They probably are not including the manufacturing or charging, but it is still going to be a lot better than a regular ship.
Electric vehicles end up being much better than fossil fuel vehicles even counting the total lifecycle costs and electricity generation .
Even without recycling shorter lasting and environmentally worse NMC batteries and charging them from a coal plant, ends up being better for the environment and releasing less CO2. A big study done like a decade ago on cars found the average break even point would be about 80,000 miles for a single use NMC battery charged with a coal power plant. It was under 20,000 miles for the average US grid generation, which coal is a relatively small portion of.
With LFP batteries which last a lot longer and are less environmentally damaging to make, it is even better. Especially combined with recycling, and there are already recycle a fair amount of batteries, and they are building a lot of new factories for recycling even more. The breakeven point comes even sooner.

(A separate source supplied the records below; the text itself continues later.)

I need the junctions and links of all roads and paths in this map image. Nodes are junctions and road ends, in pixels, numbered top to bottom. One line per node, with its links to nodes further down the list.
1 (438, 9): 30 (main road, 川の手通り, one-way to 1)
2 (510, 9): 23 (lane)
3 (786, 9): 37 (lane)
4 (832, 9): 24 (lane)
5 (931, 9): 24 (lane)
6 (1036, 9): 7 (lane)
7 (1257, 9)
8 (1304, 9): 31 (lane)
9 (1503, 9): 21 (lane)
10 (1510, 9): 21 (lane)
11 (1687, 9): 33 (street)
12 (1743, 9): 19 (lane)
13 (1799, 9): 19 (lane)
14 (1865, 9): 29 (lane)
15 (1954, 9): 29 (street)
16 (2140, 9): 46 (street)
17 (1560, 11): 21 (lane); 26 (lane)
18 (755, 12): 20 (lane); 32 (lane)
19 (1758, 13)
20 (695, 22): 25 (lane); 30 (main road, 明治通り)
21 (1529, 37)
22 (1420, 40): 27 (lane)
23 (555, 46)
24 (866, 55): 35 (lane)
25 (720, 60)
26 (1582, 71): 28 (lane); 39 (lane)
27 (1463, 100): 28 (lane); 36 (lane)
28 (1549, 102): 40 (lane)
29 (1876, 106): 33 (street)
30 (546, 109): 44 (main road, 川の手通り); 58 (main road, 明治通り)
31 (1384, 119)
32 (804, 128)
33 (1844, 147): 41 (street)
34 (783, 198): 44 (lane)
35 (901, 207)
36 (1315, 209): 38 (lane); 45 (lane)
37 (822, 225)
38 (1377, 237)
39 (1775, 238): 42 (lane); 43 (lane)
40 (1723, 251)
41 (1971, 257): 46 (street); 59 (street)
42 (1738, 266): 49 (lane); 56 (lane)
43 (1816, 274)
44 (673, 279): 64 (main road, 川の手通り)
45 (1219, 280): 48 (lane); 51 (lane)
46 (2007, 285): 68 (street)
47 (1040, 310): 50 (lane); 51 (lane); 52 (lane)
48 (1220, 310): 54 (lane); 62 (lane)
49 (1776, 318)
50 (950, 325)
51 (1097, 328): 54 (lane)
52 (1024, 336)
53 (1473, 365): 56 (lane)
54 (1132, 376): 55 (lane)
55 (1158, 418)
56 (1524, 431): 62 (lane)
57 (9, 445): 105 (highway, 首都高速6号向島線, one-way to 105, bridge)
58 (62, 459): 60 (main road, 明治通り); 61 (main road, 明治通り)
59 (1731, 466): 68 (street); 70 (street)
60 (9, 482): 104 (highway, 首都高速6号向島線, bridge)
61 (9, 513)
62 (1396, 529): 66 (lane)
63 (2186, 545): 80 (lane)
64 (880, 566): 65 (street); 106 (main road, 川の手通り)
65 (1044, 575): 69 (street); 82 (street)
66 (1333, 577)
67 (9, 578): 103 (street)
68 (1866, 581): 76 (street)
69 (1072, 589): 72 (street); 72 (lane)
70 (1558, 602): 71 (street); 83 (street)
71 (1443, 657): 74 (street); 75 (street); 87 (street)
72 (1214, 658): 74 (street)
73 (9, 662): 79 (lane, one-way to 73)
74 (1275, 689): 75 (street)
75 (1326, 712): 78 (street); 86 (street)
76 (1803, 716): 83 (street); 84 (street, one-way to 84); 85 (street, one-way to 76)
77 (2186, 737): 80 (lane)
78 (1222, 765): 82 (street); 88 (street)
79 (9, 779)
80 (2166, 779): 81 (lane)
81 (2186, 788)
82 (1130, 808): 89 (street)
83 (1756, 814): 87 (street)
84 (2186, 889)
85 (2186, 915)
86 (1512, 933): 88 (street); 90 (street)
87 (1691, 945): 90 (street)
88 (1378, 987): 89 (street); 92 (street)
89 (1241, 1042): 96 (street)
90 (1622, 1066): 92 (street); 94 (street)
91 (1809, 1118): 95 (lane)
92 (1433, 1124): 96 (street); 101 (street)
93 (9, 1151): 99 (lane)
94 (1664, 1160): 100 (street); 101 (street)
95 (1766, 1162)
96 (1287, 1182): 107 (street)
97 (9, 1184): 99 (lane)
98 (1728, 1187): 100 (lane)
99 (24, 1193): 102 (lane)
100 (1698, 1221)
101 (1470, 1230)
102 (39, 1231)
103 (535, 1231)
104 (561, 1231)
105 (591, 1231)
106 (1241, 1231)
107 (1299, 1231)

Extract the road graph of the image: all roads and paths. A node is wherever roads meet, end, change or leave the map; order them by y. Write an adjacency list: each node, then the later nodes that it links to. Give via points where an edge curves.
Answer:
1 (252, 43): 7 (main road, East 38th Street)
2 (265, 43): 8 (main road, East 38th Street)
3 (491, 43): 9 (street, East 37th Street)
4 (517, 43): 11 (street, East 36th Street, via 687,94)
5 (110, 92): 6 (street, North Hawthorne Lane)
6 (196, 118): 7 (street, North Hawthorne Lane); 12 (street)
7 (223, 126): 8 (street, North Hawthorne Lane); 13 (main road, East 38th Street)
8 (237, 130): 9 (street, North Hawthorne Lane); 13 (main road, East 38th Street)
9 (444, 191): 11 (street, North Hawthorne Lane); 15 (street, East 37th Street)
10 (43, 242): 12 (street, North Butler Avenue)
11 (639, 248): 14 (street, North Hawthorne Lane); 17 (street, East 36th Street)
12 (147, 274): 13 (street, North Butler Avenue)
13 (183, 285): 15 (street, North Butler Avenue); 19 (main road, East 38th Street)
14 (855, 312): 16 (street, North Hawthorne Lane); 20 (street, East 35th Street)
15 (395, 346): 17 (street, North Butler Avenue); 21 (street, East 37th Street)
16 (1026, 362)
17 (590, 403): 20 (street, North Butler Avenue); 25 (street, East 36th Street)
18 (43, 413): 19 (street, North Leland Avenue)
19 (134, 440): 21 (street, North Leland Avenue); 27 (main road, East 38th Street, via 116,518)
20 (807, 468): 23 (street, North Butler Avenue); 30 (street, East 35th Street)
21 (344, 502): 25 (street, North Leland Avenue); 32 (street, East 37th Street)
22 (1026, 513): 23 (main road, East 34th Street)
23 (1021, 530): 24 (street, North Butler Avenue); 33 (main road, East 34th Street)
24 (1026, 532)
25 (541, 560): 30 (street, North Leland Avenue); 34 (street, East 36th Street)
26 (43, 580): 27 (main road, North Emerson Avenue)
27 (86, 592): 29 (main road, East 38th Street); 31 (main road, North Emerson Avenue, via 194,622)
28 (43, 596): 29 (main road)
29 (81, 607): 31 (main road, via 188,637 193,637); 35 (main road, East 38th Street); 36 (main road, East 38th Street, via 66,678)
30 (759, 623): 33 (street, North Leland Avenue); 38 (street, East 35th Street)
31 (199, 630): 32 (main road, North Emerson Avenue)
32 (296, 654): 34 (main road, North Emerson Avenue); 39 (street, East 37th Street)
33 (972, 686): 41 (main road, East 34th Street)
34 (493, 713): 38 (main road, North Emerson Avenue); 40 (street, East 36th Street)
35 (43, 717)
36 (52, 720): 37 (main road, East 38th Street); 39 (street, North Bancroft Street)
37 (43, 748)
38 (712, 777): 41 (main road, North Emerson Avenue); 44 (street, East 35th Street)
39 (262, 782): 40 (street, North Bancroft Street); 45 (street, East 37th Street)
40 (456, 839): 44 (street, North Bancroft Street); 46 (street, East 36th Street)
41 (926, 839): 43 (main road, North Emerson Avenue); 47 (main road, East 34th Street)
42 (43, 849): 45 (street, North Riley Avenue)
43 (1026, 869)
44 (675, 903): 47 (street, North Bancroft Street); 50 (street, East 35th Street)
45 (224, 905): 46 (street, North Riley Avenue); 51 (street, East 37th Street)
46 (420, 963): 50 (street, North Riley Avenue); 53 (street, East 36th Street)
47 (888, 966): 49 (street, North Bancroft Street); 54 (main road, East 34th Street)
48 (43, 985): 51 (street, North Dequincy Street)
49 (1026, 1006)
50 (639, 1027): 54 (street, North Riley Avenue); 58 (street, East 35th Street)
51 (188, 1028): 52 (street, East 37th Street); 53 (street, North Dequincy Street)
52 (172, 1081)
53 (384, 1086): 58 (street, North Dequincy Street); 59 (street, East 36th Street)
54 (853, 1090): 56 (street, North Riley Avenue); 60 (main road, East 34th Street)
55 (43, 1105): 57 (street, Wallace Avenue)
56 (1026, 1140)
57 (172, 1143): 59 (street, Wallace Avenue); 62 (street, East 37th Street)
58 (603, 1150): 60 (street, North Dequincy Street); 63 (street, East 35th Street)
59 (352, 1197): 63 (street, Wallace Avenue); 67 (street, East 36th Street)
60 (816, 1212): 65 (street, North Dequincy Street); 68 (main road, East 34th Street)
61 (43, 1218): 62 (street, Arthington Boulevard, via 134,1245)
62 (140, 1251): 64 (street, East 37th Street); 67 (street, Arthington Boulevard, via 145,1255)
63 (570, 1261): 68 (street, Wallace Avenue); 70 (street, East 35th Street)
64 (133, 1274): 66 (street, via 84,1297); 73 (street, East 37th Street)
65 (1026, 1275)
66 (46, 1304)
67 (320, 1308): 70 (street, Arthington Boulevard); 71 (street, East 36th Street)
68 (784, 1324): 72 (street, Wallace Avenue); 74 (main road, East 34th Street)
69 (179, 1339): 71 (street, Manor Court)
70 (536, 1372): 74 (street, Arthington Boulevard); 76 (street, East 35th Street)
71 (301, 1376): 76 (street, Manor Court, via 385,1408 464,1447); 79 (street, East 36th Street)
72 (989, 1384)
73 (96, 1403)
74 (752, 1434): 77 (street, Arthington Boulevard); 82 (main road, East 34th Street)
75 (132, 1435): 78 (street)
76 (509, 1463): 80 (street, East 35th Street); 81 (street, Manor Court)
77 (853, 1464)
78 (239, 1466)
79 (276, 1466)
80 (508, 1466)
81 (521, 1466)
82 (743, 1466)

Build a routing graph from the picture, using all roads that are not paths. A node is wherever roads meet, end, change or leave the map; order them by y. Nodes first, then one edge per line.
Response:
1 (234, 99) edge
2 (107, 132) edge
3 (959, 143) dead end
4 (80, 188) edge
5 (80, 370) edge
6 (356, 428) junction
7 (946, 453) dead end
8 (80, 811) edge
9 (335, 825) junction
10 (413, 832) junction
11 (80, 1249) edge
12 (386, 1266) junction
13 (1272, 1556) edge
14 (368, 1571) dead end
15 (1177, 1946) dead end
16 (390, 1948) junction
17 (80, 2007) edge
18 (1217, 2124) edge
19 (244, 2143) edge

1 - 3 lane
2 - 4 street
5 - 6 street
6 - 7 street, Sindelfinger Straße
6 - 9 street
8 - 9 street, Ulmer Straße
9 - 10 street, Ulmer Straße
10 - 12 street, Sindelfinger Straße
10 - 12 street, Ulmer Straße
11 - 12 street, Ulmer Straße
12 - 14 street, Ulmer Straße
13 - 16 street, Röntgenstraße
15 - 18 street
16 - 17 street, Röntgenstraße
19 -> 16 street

Oil/gas/coal has an insane amount of emissions and environmental damage, not just from burning it, but also from getting it, refining it, transporting it, and dealing with all the byproducts. Getting/Refining/Transporting gasoline uses a fair amount of electricity and a very large amount of heat/pressure usually from burning natural gas, the electricity to make the gasoline for the average car has been found to be between like 1/6 and 1/2 the electricity needed to drive a similar BEV the same distance. If the natural gas used in the process was instead put through a CSP plant, and used to charge a BEV, it would go farther than using that to help refine the gasoline.
The average large coal power plant has less CO2 emissions for unit of energy produced than a gas/diesel car engine. You need to make a very large amount of compromises to the efficiency of a heat engine to put it in a car, because it needs to startup/shutdown very quickly, be able to not only change speed/torque very quickly but over a relatively large range, they don't run very long, they need to fit in a car, the speed/torque output needs to in the range for the transmission, and a bunch of other things. A large baseload power plant like coal, nuclear, CSP NG plants can take hours to startup/shutdown and once they are running they maintain the exact same speed/torque output 24/7.